Most UNIX DBMSs will use read/write/lseek as opposed to the stdio functions
to ensure that the stdio buffering does not get in the way.

>provide a record-oriented view of files, then any database implementation 
>would have to go below unix, and access the mass storage devices directly.
>Is this right?

Nope.  It would only have to impose its own record structure on the file.


-- 
Conor P. Cahill            (703)430-9247        Virtual Technologies, Inc.,
uunet!virtech!cpcahil                           46030 Manekin Plaza, Suite 160
                                                Sterling, VA 22170

thad@cup.portal.com (Thad P Floryan) (11/05/90)

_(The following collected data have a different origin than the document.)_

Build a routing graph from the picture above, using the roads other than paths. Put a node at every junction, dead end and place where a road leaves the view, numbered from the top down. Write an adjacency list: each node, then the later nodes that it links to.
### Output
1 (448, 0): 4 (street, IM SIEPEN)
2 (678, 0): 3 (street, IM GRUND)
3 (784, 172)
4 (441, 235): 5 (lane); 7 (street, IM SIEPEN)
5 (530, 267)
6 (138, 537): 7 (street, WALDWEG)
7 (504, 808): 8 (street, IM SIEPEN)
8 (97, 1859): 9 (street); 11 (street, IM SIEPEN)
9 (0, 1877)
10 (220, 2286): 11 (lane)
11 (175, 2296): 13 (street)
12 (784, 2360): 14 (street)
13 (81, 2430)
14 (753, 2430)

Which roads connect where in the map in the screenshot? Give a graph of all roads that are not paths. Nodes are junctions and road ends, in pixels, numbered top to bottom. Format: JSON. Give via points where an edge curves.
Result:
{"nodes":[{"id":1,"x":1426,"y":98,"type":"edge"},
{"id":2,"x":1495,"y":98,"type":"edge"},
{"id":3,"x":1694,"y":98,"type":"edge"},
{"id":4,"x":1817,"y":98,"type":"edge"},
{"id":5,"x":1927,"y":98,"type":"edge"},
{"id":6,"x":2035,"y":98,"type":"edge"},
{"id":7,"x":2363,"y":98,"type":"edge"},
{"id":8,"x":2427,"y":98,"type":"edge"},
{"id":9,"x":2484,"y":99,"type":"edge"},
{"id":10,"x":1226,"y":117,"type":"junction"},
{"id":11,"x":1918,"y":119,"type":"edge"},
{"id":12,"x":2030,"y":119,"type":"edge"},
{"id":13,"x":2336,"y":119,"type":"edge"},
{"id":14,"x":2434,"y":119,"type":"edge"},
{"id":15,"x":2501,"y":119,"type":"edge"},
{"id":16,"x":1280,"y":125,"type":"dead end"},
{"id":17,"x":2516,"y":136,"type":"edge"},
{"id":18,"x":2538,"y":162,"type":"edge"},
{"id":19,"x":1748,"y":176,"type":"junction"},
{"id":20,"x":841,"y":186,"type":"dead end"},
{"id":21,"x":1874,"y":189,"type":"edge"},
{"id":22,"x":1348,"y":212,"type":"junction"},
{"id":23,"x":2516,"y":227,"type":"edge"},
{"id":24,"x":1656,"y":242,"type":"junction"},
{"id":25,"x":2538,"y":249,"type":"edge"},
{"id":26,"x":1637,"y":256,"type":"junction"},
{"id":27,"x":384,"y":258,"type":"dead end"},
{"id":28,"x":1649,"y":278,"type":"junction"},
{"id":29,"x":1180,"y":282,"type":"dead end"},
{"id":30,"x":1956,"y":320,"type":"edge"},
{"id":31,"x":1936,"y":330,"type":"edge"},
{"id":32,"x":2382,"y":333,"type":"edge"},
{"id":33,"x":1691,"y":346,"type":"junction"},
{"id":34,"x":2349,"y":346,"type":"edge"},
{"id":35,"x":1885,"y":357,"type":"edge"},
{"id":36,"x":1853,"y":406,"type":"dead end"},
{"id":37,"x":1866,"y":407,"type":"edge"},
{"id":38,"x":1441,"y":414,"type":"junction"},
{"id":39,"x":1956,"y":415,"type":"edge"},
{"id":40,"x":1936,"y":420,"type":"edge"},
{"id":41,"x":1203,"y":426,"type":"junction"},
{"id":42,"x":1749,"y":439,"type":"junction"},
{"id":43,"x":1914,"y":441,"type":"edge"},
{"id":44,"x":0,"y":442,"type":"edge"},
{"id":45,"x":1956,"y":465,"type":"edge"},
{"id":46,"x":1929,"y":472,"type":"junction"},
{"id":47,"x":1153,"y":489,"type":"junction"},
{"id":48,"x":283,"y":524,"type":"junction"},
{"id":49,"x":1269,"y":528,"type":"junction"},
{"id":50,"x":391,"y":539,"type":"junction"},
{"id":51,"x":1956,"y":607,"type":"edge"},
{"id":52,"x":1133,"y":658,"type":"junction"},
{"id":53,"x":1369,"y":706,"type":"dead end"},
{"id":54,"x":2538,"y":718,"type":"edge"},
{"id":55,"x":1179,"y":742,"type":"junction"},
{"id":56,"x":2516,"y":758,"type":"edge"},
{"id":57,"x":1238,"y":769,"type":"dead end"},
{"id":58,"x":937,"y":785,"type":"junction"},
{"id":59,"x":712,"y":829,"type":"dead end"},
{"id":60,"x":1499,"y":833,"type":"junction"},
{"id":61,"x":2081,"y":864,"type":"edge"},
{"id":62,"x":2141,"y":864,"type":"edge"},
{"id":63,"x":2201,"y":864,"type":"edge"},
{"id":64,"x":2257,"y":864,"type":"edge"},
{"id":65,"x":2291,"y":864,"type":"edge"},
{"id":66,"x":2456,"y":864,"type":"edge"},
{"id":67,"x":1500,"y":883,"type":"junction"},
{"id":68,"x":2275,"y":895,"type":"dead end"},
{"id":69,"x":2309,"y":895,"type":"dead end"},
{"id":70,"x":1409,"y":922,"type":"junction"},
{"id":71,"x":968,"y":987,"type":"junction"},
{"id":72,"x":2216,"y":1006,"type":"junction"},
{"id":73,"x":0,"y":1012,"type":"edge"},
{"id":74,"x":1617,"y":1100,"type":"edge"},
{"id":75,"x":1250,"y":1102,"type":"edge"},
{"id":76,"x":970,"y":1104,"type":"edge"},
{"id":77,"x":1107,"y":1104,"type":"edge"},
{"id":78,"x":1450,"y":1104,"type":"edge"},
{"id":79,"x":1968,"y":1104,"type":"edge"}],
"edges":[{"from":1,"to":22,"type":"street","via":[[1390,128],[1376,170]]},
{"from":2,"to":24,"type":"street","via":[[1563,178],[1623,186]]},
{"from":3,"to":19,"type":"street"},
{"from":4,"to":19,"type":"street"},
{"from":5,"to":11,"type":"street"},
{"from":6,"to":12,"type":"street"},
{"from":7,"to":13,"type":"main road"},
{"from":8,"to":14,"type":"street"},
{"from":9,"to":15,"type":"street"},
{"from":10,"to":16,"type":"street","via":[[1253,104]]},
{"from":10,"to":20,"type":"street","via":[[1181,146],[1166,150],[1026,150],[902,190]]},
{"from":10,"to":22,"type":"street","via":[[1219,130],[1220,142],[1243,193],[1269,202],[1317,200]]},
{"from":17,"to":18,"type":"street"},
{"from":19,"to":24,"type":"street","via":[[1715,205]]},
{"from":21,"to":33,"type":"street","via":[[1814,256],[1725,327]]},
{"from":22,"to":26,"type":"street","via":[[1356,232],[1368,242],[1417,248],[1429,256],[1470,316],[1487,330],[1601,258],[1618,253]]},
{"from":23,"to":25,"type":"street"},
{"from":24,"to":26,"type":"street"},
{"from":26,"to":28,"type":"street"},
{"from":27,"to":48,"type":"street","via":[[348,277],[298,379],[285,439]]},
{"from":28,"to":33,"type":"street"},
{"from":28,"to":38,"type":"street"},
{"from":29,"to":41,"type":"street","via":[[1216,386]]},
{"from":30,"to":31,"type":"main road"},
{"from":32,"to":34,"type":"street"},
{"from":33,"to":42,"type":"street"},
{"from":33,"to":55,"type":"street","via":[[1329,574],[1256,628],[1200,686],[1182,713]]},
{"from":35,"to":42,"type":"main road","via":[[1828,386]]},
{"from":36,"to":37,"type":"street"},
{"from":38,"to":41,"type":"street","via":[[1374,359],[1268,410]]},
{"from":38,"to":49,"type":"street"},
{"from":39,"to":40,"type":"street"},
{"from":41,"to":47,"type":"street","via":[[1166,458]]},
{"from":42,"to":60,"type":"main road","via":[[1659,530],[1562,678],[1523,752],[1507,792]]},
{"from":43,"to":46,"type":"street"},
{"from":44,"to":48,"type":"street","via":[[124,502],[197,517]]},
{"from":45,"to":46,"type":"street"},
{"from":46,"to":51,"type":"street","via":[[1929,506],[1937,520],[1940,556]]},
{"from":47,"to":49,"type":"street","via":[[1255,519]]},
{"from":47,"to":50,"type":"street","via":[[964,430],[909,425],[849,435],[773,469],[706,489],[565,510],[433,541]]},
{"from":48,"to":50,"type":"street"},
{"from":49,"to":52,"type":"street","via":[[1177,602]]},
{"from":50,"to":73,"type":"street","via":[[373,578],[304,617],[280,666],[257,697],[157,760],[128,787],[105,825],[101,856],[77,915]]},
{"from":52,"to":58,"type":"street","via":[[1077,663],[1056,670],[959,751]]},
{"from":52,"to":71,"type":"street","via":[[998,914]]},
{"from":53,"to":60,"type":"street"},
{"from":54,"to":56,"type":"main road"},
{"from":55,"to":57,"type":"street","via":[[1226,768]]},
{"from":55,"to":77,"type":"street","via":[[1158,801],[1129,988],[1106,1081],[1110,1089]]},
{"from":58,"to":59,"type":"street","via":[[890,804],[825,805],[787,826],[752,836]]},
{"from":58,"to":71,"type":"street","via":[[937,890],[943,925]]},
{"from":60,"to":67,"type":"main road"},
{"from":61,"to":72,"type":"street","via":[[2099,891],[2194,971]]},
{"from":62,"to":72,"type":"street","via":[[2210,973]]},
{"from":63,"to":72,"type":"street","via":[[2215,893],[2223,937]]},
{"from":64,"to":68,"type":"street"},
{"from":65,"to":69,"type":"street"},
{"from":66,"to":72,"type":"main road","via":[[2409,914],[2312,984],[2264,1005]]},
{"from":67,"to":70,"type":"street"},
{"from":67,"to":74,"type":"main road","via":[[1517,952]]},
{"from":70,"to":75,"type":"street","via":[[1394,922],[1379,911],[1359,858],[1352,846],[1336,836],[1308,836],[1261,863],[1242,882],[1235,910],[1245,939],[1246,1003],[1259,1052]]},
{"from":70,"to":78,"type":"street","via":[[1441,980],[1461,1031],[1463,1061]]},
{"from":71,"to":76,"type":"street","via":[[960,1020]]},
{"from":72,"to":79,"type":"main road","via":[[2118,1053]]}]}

duncant@mbunix.mitre.org (Thomson) in <125379@linus.mitre.org> writes:

	I understand that, on unix, the file system is designed so that a file
	always looks like a sequence of bytes, with no record structure at
	all.  Is this correct?

YES, thank goodness!  Contrast that UNIX view of a "file" to that on, say,
VAX/VMS where you find eleventy-seven RMS file types that complicate efficient
and portable I/O beyond belief.  I have a commercial product in that market,
and I'm now porting it to UNIX, so this is not idle speculation.

	If so, how does one implement an efficient database manager on unix in
	a standard, portable, way?  To be efficient, a database manager needs
	to have random access into files on a record-oriented basis.  It seems
	to me that fseek() wouldn't do the job.  (Am I wrong here?) If unix
	doesn'`t provide a record-oriented view of files, then any database
	implementation would have to go below unix, and access the mass
	storage devices directly.  Is this right?

One can impose any "view" on the file one desires.  Assuming fixed-length
'records' and no funny-stuff at the beginning of the file, a typical method
to calculate any record's relative address in the file could be:

	address = (record_number - 1) * sizeof(record_structure);

and that "address" would be used per "lseek(fd, (long)address, 0);".  See
the writeup of lseek(2) for the meaning of its 3rd parameter which provides
some interesting options.  Of course, a real DBMS could be "smarter" and
calculate a block address instead, (possibly) map that into memory, and
then calculate the record's in-core offset from the beginning of that buffer.

If you're going in for really big files whose 'records' might even be
variable-length, use a secondary index file(s) whose records are fixed length
and "point" to the address of their associated data records in the big file.
Common datafile index methods are B-tree and ISAM.

And if you're REALLY concerned about efficiency and your OS version permits
it, go for either the FFS or a 4K or 8K filesystem which could even be a
separate mount and dedicated to DBMS applications.  Some "database" vendors
have claimed they've written their own filesystems due to perceived problems
with UNIX' filesystems, but I haven't seen the need for that even with some
of the humongous data files with which I operate.  And a custom file system
means you're going to need a custom backup-and-restore facility and the
attendant special procedures.

Many standard filesystems are either 1K, 2K or 4K.  This means the smallest
allocated space for a given file (ignoring sparse files) would be that size.
It also means that for small files you may end up with a lot of "wasted"
space at the end of each file.  The 1K, for example, means the logical block
size comprises two 512-byte real sectors.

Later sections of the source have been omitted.